The enormous theoretical potential of quantum information processing (QIP) is driving the pursuit for its practical realization by various physical techniques. Currently, nuclear magnetic resonance (NMR) has been the forerunner by demonstrating a majority of quantum algorithms. In NMR, spin-systems consisting of coupled nuclear spins are utilized as qubits. In order to carry out QIP, a spin-system has to meet two major requirements: (i) qubit addressability and (ii) mutual coupling among the. qubits. It has been demonstrated that the magnitude of the mutual coupling among qubits can be increased by orienting the spin-systems in a liquid crystal matrix and utilizing the residual dipolar couplings. While utilizing residual dipolar couplings may be useful to increase the number of qubits, nuclei of the same species (homonuclei) might become strongly coupled. In strongly coupled spin-systems, spins lose their individual identity of being qubits.

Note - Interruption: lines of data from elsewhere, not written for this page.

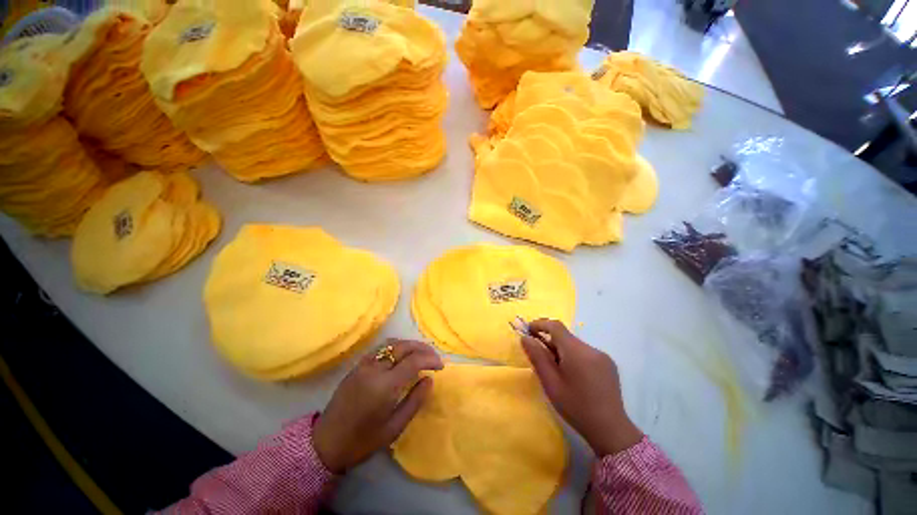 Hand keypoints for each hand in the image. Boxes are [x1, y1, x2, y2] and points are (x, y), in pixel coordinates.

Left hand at [313, 339, 443, 472]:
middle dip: (422, 348)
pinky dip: (396, 347)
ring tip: (421, 354)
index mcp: (384, 385)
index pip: (413, 361)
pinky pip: (381, 349)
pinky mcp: (357, 365)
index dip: (430, 359)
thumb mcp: (394, 427)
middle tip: (434, 357)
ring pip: (392, 344)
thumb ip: (415, 401)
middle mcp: (374, 369)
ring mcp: (364, 364)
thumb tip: (429, 379)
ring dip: (410, 345)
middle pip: (403, 346)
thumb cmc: (363, 440)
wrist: (325, 443)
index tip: (441, 366)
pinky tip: (402, 356)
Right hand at [521, 319, 642, 457]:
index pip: (555, 326)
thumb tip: (525, 338)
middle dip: (550, 341)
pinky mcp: (609, 364)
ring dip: (562, 350)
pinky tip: (574, 376)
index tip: (528, 330)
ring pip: (575, 345)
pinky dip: (574, 357)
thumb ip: (537, 357)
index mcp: (576, 351)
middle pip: (565, 336)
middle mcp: (591, 348)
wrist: (610, 430)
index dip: (540, 324)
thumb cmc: (575, 406)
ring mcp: (602, 356)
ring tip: (557, 371)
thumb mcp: (550, 383)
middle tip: (539, 357)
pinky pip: (585, 353) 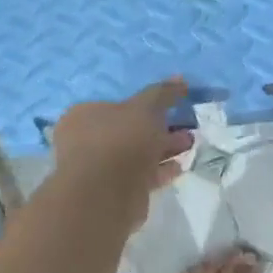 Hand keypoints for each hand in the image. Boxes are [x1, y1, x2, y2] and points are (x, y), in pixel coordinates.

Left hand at [51, 78, 195, 227]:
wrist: (106, 194)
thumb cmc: (121, 140)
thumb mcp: (146, 108)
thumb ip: (163, 93)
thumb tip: (180, 79)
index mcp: (84, 115)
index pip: (115, 104)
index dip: (144, 105)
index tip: (170, 108)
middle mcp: (87, 141)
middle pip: (129, 130)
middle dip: (160, 128)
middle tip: (185, 128)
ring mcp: (99, 169)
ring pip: (136, 154)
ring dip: (163, 149)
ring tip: (189, 145)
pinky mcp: (114, 192)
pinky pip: (140, 175)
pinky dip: (159, 170)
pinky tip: (179, 167) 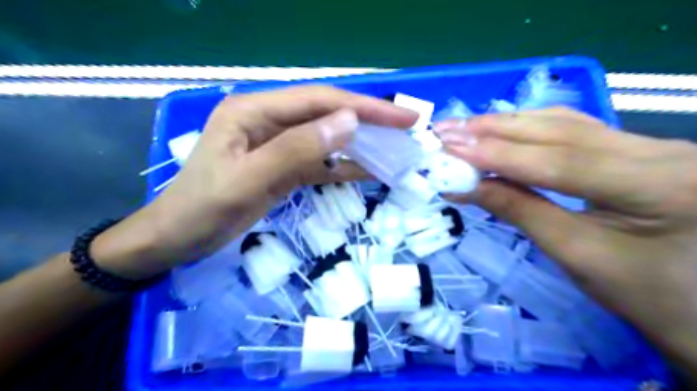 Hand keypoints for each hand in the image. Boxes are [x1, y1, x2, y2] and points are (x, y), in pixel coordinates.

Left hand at [93, 86, 418, 277]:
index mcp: (254, 111)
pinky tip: (366, 169)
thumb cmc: (202, 210)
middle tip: (405, 128)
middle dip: (367, 120)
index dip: (363, 107)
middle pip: (326, 114)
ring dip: (358, 143)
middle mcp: (266, 119)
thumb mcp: (249, 180)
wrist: (175, 239)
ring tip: (393, 148)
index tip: (401, 117)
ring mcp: (274, 143)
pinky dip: (342, 165)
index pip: (319, 100)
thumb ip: (297, 149)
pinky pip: (317, 160)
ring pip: (325, 137)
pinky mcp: (280, 166)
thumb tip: (349, 122)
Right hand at [435, 108, 696, 370]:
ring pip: (566, 123)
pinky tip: (504, 128)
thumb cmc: (644, 296)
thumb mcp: (576, 255)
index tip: (450, 147)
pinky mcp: (637, 149)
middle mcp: (662, 150)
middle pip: (560, 130)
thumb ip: (519, 211)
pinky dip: (531, 129)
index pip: (559, 161)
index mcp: (659, 185)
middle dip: (495, 130)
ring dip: (509, 124)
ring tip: (465, 127)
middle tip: (447, 129)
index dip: (498, 154)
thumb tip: (465, 185)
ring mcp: (651, 144)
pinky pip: (575, 130) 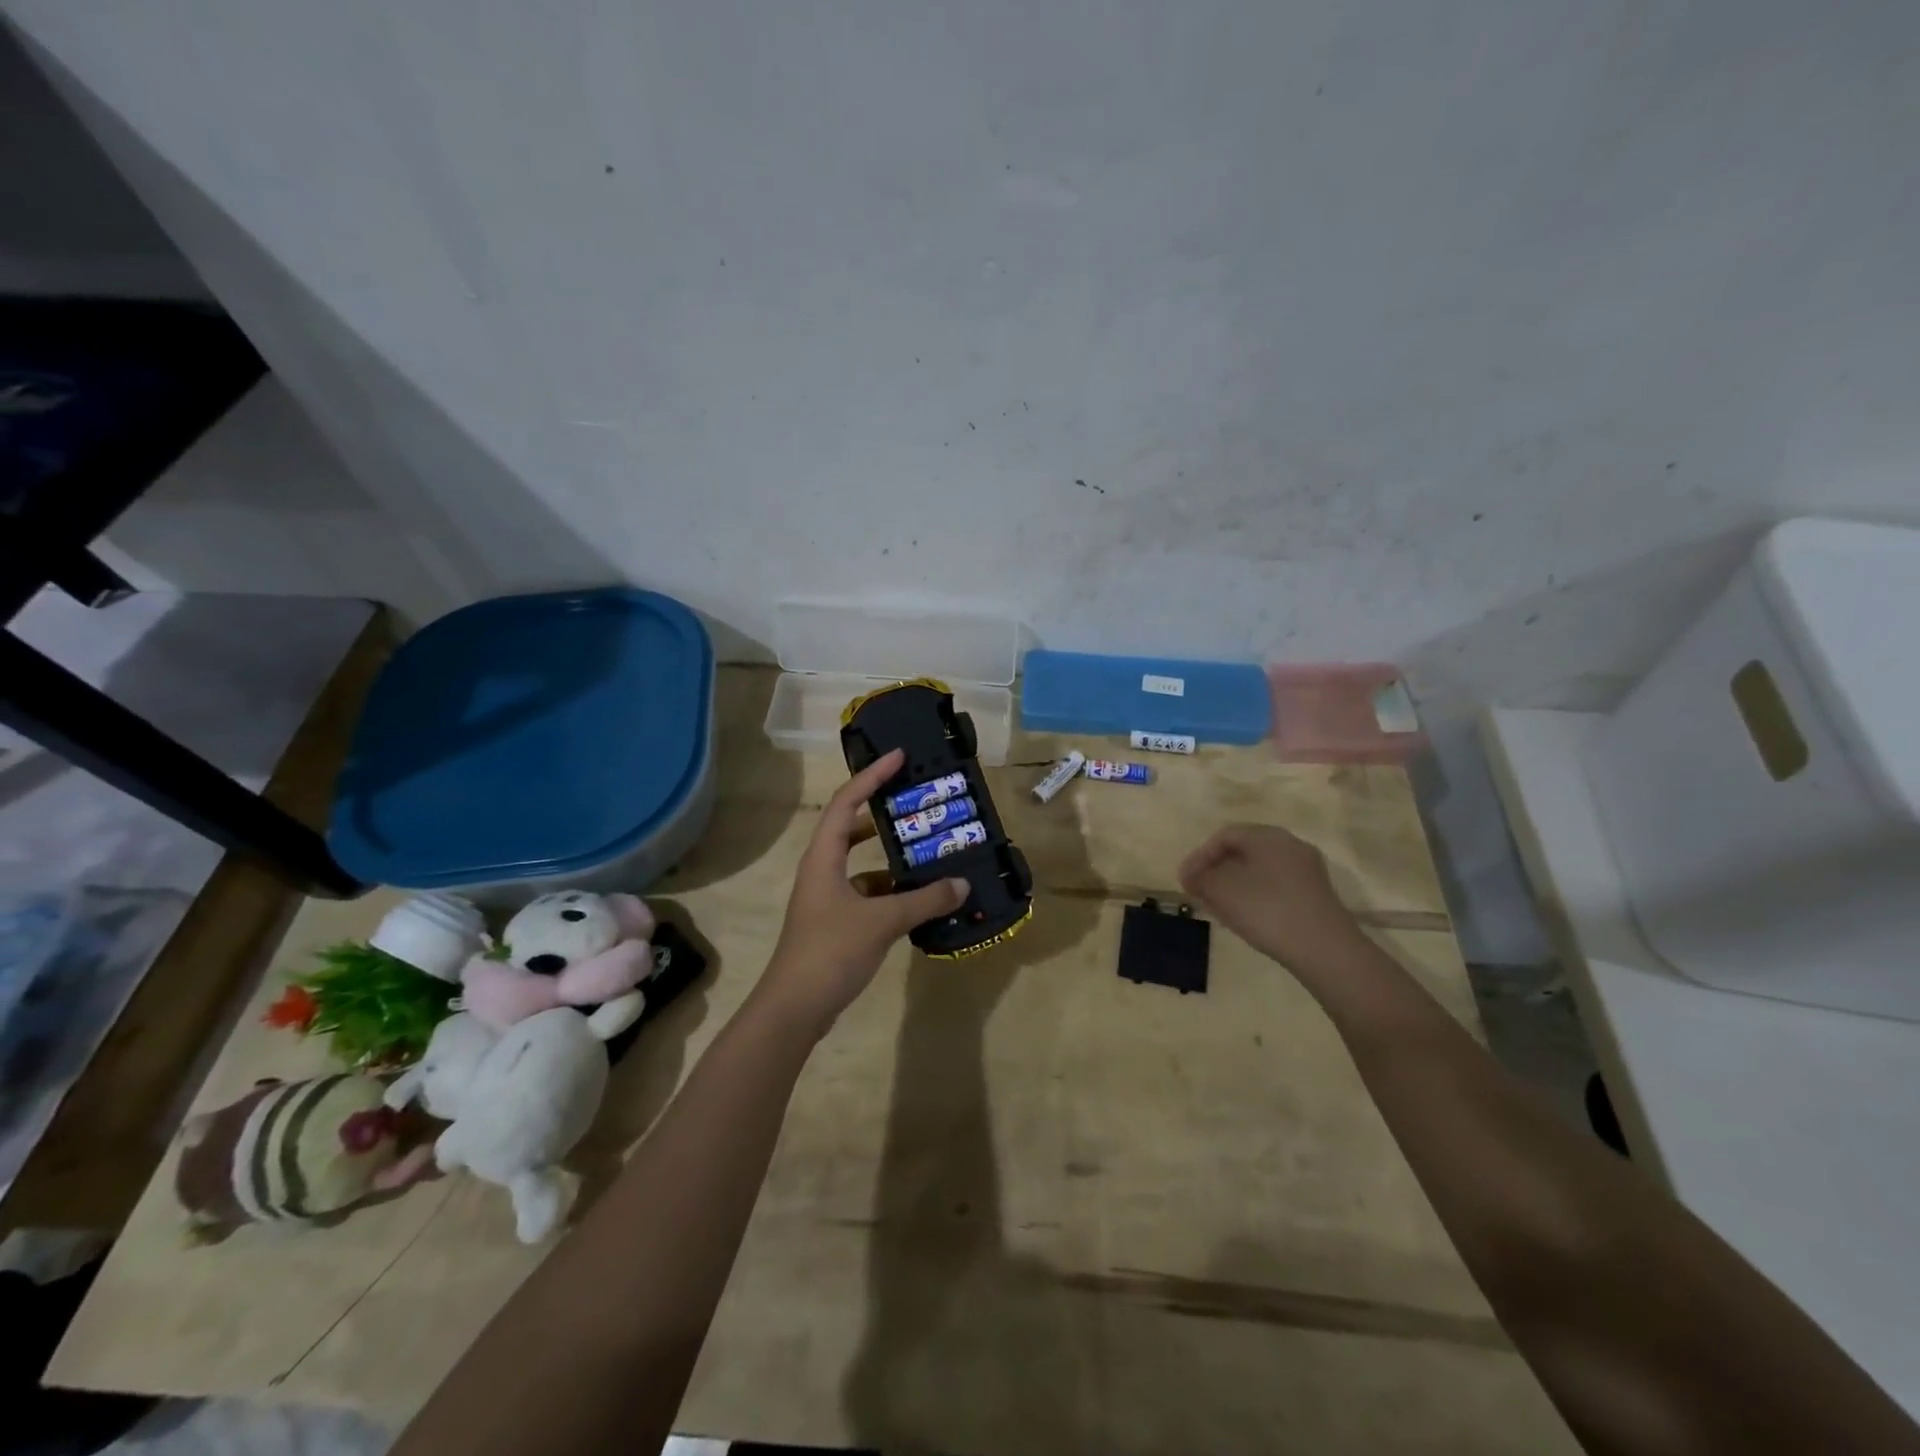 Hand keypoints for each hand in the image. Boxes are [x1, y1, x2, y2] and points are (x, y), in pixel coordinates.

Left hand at [758, 748, 967, 1036]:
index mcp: (824, 857)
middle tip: (915, 800)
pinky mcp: (835, 922)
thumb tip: (961, 884)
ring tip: (926, 847)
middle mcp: (821, 869)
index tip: (899, 757)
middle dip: (881, 810)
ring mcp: (826, 897)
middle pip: (850, 826)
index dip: (871, 776)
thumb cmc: (830, 951)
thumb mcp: (882, 922)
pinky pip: (866, 892)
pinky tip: (917, 897)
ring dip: (889, 855)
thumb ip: (923, 901)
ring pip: (860, 863)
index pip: (846, 801)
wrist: (794, 1009)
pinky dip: (890, 889)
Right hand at [1178, 823, 1367, 978]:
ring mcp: (1307, 870)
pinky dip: (1255, 895)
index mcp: (1267, 836)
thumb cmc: (1266, 910)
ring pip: (1260, 870)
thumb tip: (1191, 875)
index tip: (1185, 880)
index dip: (1199, 856)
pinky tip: (1246, 917)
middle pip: (1243, 851)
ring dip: (1234, 885)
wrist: (1325, 949)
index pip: (1224, 836)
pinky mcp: (1316, 894)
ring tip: (1218, 907)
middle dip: (1216, 870)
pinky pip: (1276, 886)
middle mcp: (1290, 845)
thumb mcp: (1221, 891)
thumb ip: (1200, 878)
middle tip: (1199, 892)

We propose that even such strongly coupled spin-systems can be used for QIP and the qubit-manipulation can be achieved by transition-selective pulses. We demonstrate experimental preparation of pseudopure states, creation of maximally entangled states, implementation of logic gates and implementation of Deutsch-Jozsa (DJ) algorithm in strongly coupled 2, 3 and 4 spin-systems. The energy levels of the strongly coupled 3 and 4 spin-systems were obtained using a Z-COSY experiment.